De heer X en mevrouw X-Y (belanghebbenden) verkopen eind 2008 elk hun 50% aandelenbelang in A bv aan hun zoon voor € 394.725. De zoon stort één derde deel van deze koopsom op een derdenrekening van de notaris, één derde deel blijft de zoon schuldig en één derde deel schenken X en X-Y aan de zoon. X en X-Y zijn van plan om het op de derdenrekening gestorte bedrag te schenken aan hun andere kinderen. In het kader van de IB-aanslagen over 2008 verzoeken X en Y-X om toepassing van de 10-jarige uitstelfaciliteit van art. 25 lid 9 Inv. 1990. Een voorwaarde voor toepassing van deze faciliteit is dat de overdrachtsprijs schuldig is gebleven of de aandelen of winstbewijzen zijn geschonken. Volgens Rechtbank Breda heeft de ontvanger de verzoeken terecht afgewezen.

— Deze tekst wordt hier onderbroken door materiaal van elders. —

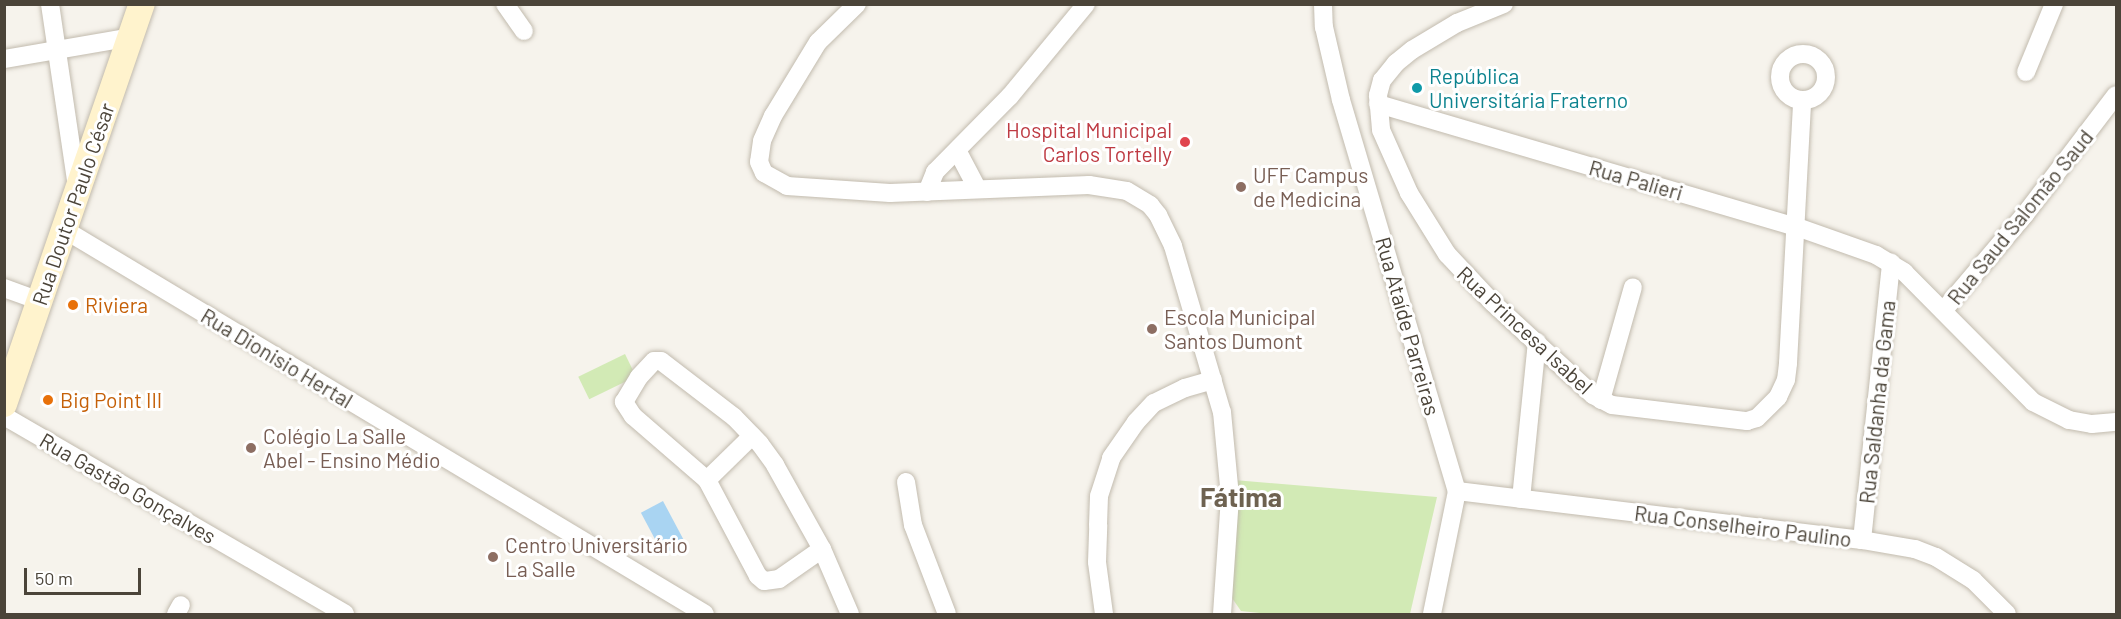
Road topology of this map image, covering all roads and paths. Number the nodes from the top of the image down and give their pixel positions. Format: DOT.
graph roads {
  1 [pos="50,4"];
  2 [pos="142,4"];
  3 [pos="505,4"];
  4 [pos="857,4"];
  5 [pos="1086,4"];
  6 [pos="1323,4"];
  7 [pos="1504,4"];
  8 [pos="2054,4"];
  9 [pos="524,31"];
  10 [pos="131,37"];
  11 [pos="56,50"];
  12 [pos="4,59"];
  13 [pos="2026,72"];
  14 [pos="2116,95"];
  15 [pos="1802,101"];
  16 [pos="1378,104"];
  17 [pos="958,152"];
  18 [pos="977,188"];
  19 [pos="78,191"];
  20 [pos="927,192"];
  21 [pos="1797,227"];
  22 [pos="65,230"];
  23 [pos="1891,263"];
  24 [pos="1633,287"];
  25 [pos="4,288"];
  26 [pos="39,301"];
  27 [pos="1943,310"];
  28 [pos="1537,342"];
  29 [pos="1213,381"];
  30 [pos="1601,400"];
  31 [pos="4,404"];
  32 [pos="4,416"];
  33 [pos="2116,422"];
  34 [pos="752,436"];
  35 [pos="707,480"];
  36 [pos="906,482"];
  37 [pos="1457,491"];
  38 [pos="1521,499"];
  39 [pos="1862,540"];
  40 [pos="822,549"];
  41 [pos="345,615"];
  42 [pos="705,615"];
  43 [pos="850,615"];
  44 [pos="946,615"];
  45 [pos="1104,615"];
  46 [pos="1222,615"];
  47 [pos="1432,615"];
  48 [pos="2007,615"];
  1 -- 11 [label="street"];
  2 -- 10 [label="main road, Rua Doutor Paulo César"];
  3 -- 9 [label="street"];
  4 -- 20 [label="street"];
  5 -- 17 [label="street"];
  6 -- 37 [label="street, Rua Ataíde Parreiras"];
  7 -- 16 [label="street, Rua Princesa Isabel"];
  8 -- 13 [label="street"];
  10 -- 11 [label="street"];
  10 -- 19 [label="main road, Rua Doutor Paulo César"];
  11 -- 12 [label="street"];
  11 -- 19 [label="street"];
  14 -- 27 [label="street, Rua Saud Salomão Saud"];
  15 -- 21 [label="street, Rua Princesa Isabel"];
  16 -- 21 [label="street, Rua Palieri"];
  16 -- 28 [label="street, Rua Princesa Isabel"];
  17 -- 18 [label="street"];
  17 -- 20 [label="street"];
  18 -- 20 [label="street"];
  18 -- 29 [label="street"];
  19 -- 22 [label="main road, Rua Doutor Paulo César"];
  21 -- 23 [label="street, Rua Palieri"];
  21 -- 30 [label="street, Rua Princesa Isabel"];
  22 -- 26 [label="main road, Rua Doutor Paulo César"];
  22 -- 42 [label="street, Rua Dionisio Hertal"];
  23 -- 27 [label="street, Rua Palieri"];
  23 -- 39 [label="street, Rua Saldanha da Gama"];
  24 -- 30 [label="street"];
  25 -- 26 [label="street"];
  26 -- 31 [label="main road, Rua Doutor Paulo César"];
  27 -- 33 [label="street, Rua Palieri"];
  28 -- 30 [label="street, Rua Princesa Isabel"];
  28 -- 38 [label="street"];
  29 -- 45 [label="street"];
  29 -- 46 [label="street"];
  32 -- 41 [label="street, Rua Gastão Gonçalves"];
  34 -- 35 [label="street"];
  34 -- 35 [label="street"];
  34 -- 40 [label="street"];
  35 -- 40 [label="street"];
  36 -- 44 [label="street"];
  37 -- 38 [label="street, Rua Conselheiro Paulino"];
  37 -- 47 [label="street, Rua Ataíde Parreiras"];
  38 -- 39 [label="street, Rua Conselheiro Paulino"];
  39 -- 48 [label="street, Rua Conselheiro Paulino"];
  40 -- 43 [label="street"];
}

Hof 's-Hertogenbosch bevestigt dit oordeel, aangezien alleen uitstel van betaling wordt verleend als de overdrager ter zake van de vervreemding van de aandelen of winstbewijzen niet direct de middelen ontvangt om de verschuldigde belasting te voldoen of deze middelen in het geheel niet zal ontvangen. Bovendien zijn de aanslagen inmiddels betaald. De vraag of uitstel van betaling kan worden verleend, is volgens het hof dus ook niet meer relevant. X en X-Y gaan in cassatie.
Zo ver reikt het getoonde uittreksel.